This is a work of fan-fiction. I do not own the characters of CSI: Miami. I am just borrowing them for fun.
This piece is set during Season 5. I'm new to the fandom, so if you catch any errors or want to beta any future pieces, please drop me a line. My thanks to my husband for giving this a quick read-over for typos and to Celeste for beta-reading. I made a few changes based on her suggestions. Thanks, Celeste! Any remaining errors are mine.
Ryan Wolfe sat back from the evidence table and rubbed his eyes. This case was a particularly troubling one. A young girl had been found dead in a dumpster, no witnesses, no murder weapon, no motive. He had been staring at the various grasses and leaves found on the victim's body, trying to discern the location of the primary crime scene. So far, no luck. Obsessive-compulsive tenacity hadn't paid off yet either, but Ryan still had hope. Detailed investigations like this one focused his anxious mind and kept him from dwelling on the things that were troubling him. Like fellow CSI Eric Delko.

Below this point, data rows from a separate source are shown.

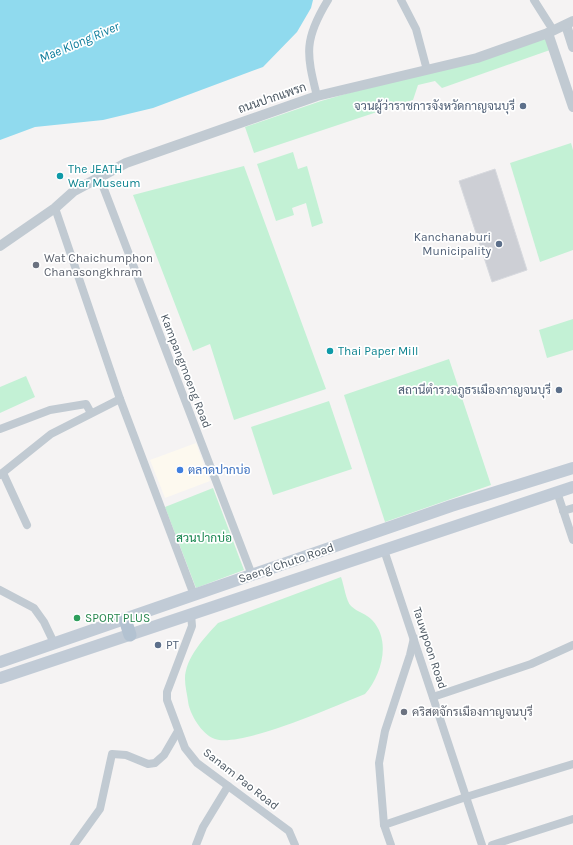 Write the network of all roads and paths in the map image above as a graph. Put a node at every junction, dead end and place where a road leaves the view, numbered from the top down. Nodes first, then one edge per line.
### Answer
1 (328, 0) edge
2 (401, 0) edge
3 (534, 0) edge
4 (569, 23) edge
5 (551, 32) junction
6 (573, 48) edge
7 (427, 70) junction
8 (317, 96) junction
9 (573, 107) edge
10 (99, 176) junction
11 (55, 208) junction
12 (0, 246) edge
13 (120, 399) junction
14 (90, 413) junction
15 (0, 430) edge
16 (573, 468) edge
17 (1, 474) edge
18 (542, 478) junction
19 (573, 487) edge
20 (553, 494) junction
21 (573, 508) edge
22 (436, 511) junction
23 (563, 511) junction
24 (27, 525) dead end
25 (443, 530) junction
26 (573, 540) edge
27 (384, 550) junction
28 (252, 575) junction
29 (0, 590) edge
30 (194, 595) junction
31 (191, 614) junction
32 (125, 619) junction
33 (130, 634) junction
34 (414, 638) junction
35 (54, 643) junction
36 (573, 645) edge
37 (0, 662) edge
38 (0, 678) edge
39 (434, 697) junction
40 (178, 731) junction
41 (573, 764) edge
42 (228, 786) junction
43 (466, 797) junction
44 (573, 818) edge
45 (384, 825) junction
46 (74, 845) edge
47 (196, 845) edge
48 (295, 845) edge
49 (391, 845) edge
50 (482, 845) edge
51 (492, 845) edge

1 - 8 street
2 - 7 street
3 - 5 street
4 - 5 street, ถนนปากแพรก
4 - 6 street
5 - 7 street, ถนนปากแพรก
5 - 9 street
7 - 8 street, ถนนปากแพรก
8 - 10 street, ถนนปากแพรก
10 - 11 street, ถนนปากแพรก
10 - 28 street, Kampangmoeng Road
11 - 12 street, ถนนปากแพรก
11 - 13 street
13 - 14 street
13 - 30 street
14 - 15 street
14 - 17 street
16 - 18 main road, Saeng Chuto Road
17 - 24 street
18 - 20 main road
18 - 22 main road, Saeng Chuto Road
19 - 20 main road, Saeng Chuto Road
20 - 23 street
20 - 25 main road, Saeng Chuto Road
21 - 23 street
22 - 25 main road
22 - 28 main road, Saeng Chuto Road
23 - 26 street
25 - 27 main road, Saeng Chuto Road
27 - 31 main road, Saeng Chuto Road
27 - 34 street, Tauwpoon Road
28 - 30 main road, Saeng Chuto Road
29 - 35 street
30 - 32 main road, Saeng Chuto Road
31 - 33 main road, Saeng Chuto Road
31 - 40 street, Sanam Pao Road
32 - 33 main road
32 - 35 main road, Saeng Chuto Road
33 - 38 main road, Saeng Chuto Road
34 - 39 street, Tauwpoon Road
34 - 45 street
35 - 37 main road, Saeng Chuto Road
36 - 39 street
39 - 43 street, Tauwpoon Road
40 - 42 street, Sanam Pao Road
40 - 46 street
41 - 43 street
42 - 47 street
42 - 48 street, Sanam Pao Road
43 - 45 street
43 - 50 street, Tauwpoon Road
44 - 51 street
45 - 49 street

The young man stood and stretched. The night crew was settling in to their evening hours at the crime lab, but, unlike the day shift, the second string had fewer members and they tended to arrive at work in irregular spurts.
Ryan relished the quiet. Things had been tense since Eric had returned to work, newly shorn, with a deep scar on the back of his head from the surgery to remove the bullet. Part of a bullet, Ryan amended internally. The other piece was still lodged in his fellow CSI's temporal lobe, wreaking havoc on Eric's ability to concentrate. Calleigh had recently discovered that Eric had mistaken his hydrogen peroxide bottle for water in his kit, compromising the peroxide-luminal mixture he had used to check a suspect's hands for blood. Ryan suspected that he probably wasn't supposed to know about that, but Eric had told Natalia. Ryan had subsequently found her in the locker room, on the verge of tears, and she had confessed her worry over Eric's condition. Secrets were hard to keep in the crime lab.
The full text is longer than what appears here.